▸ **Task statement**: Retype the records below from their first line through the line containing "position:relative; width:1166px; height:465px;", and include nothing else.

▸ **The data**:

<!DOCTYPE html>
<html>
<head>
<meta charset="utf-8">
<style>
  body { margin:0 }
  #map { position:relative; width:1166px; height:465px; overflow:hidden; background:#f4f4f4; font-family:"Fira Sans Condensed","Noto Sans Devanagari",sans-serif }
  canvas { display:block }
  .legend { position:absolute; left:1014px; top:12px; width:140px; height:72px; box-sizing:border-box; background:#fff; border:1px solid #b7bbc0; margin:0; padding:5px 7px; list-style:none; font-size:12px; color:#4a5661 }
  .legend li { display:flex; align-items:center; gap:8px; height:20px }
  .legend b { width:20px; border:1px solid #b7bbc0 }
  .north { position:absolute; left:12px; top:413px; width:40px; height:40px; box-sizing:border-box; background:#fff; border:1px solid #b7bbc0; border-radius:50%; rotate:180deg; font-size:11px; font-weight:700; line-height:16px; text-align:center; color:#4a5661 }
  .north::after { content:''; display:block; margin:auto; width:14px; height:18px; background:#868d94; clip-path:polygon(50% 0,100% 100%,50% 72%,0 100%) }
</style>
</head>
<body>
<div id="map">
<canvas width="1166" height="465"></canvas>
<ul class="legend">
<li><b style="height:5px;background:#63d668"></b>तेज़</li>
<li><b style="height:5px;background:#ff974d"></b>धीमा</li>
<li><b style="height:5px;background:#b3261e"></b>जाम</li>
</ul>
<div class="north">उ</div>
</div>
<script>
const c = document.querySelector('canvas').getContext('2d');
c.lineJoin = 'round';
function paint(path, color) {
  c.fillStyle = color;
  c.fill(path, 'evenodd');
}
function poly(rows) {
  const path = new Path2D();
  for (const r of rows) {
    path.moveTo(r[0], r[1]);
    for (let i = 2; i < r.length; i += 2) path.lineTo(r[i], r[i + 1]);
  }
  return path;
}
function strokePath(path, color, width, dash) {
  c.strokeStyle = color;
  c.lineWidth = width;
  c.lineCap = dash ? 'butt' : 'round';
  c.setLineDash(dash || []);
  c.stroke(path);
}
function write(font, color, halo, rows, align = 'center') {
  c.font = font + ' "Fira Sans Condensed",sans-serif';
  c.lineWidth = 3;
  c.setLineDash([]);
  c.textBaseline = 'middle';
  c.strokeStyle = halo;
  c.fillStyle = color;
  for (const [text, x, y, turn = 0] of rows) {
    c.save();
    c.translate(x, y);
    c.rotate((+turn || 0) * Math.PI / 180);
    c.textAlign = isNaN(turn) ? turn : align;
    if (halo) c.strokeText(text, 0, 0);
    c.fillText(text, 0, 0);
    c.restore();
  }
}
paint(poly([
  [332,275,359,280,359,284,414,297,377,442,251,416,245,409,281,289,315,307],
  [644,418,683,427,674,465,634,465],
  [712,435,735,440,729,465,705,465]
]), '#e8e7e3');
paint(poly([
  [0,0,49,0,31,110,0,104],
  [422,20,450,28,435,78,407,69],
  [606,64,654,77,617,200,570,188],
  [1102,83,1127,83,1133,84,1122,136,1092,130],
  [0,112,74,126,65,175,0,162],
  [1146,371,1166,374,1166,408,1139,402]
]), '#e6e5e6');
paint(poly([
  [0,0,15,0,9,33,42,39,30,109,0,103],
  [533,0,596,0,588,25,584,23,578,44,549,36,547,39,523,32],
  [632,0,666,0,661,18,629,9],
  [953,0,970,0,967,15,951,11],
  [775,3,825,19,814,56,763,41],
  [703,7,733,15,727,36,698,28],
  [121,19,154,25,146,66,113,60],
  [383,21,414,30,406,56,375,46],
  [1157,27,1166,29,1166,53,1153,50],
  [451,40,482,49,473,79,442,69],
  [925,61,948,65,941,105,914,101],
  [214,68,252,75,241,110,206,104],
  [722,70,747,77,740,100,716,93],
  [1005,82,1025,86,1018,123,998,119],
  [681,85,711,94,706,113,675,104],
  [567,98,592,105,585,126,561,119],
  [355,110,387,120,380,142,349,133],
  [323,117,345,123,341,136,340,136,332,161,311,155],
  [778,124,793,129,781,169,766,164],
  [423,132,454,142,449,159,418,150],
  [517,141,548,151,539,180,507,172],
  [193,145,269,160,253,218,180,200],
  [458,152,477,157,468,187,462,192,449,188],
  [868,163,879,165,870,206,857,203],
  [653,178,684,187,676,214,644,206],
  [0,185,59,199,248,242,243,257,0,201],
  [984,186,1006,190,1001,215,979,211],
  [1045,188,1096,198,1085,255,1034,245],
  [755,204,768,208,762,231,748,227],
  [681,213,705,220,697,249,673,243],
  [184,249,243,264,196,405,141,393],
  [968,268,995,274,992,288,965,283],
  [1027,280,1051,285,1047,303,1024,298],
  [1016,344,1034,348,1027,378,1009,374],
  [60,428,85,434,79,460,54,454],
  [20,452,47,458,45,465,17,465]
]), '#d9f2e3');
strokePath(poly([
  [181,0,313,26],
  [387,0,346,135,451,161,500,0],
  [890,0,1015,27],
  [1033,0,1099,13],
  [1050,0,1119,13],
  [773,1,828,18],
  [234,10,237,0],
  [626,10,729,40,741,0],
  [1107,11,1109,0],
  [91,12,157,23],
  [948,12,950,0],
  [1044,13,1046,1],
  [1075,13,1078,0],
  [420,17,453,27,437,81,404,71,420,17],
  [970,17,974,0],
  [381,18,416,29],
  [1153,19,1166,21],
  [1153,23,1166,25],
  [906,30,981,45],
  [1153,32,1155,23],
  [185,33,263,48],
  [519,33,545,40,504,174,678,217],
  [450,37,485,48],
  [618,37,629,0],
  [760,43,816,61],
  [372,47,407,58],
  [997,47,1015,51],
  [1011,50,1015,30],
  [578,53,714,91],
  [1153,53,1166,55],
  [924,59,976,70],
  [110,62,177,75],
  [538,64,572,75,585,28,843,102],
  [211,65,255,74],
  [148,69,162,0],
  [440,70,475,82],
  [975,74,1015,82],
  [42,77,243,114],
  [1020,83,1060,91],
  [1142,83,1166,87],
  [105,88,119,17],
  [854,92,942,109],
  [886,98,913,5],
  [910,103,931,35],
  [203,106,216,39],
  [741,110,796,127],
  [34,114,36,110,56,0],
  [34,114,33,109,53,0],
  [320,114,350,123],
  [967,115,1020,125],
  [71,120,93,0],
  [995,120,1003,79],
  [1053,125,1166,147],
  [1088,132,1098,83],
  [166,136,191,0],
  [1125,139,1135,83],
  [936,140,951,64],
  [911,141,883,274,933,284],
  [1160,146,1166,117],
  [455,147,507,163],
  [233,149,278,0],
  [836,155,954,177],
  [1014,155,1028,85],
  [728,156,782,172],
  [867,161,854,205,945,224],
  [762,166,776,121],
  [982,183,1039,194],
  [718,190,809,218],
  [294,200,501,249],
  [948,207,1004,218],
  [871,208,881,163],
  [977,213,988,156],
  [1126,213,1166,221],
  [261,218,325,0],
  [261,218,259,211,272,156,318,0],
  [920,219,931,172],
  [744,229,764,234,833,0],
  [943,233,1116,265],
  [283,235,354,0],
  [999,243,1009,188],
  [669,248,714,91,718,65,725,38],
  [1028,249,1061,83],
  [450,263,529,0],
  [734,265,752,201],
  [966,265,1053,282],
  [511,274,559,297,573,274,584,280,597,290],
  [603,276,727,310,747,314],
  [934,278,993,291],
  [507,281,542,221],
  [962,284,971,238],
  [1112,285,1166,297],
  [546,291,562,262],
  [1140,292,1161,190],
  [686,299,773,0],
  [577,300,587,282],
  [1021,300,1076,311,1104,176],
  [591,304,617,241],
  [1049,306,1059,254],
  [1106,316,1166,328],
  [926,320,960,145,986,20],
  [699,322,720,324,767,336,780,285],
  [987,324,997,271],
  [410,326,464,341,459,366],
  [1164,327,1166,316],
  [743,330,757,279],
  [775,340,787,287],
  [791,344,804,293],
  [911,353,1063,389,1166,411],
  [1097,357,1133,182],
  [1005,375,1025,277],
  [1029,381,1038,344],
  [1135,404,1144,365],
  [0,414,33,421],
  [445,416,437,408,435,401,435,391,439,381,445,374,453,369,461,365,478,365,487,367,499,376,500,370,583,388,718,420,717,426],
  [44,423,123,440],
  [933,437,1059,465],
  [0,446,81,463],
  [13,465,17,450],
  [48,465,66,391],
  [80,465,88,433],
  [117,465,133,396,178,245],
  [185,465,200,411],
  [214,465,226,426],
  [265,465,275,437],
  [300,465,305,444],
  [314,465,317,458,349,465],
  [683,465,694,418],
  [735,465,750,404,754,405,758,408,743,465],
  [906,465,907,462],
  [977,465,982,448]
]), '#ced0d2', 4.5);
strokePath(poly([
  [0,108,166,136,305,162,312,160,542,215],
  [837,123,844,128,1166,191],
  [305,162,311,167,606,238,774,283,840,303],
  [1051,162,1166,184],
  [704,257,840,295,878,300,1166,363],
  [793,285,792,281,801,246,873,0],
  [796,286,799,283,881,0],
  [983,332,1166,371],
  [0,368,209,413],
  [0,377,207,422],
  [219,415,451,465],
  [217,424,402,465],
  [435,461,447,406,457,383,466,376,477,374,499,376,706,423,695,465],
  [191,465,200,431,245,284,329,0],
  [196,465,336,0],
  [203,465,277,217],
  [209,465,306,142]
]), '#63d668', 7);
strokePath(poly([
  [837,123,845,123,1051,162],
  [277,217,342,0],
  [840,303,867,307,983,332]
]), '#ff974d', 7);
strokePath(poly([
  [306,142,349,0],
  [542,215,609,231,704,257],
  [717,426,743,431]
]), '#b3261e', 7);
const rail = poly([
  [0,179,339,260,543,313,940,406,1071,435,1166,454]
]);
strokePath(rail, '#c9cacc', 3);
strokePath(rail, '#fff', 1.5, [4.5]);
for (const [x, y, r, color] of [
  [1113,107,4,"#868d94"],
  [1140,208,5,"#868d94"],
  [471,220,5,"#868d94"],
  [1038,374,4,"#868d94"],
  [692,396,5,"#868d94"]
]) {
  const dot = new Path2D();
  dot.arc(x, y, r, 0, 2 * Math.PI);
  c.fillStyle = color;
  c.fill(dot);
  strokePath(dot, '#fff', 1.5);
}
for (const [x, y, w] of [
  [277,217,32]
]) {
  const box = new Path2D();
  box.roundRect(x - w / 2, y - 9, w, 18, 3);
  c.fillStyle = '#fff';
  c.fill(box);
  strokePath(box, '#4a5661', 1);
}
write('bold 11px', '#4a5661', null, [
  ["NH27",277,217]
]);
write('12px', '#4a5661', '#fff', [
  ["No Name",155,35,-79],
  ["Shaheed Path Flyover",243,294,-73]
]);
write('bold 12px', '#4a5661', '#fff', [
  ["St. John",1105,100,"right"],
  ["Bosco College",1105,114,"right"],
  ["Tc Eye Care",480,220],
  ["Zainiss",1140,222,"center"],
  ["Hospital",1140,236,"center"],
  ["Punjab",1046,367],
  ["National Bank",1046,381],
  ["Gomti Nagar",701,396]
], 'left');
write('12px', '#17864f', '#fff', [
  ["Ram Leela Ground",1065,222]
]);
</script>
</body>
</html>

▸ **Response to the task**:
<!DOCTYPE html>
<html>
<head>
<meta charset="utf-8">
<style>
  body { margin:0 }
  #map { position:relative; width:1166px; height:465px; overflow:hidden; background:#f4f4f4; font-family:"Fira Sans Condensed","Noto Sans Devanagari",sans-serif }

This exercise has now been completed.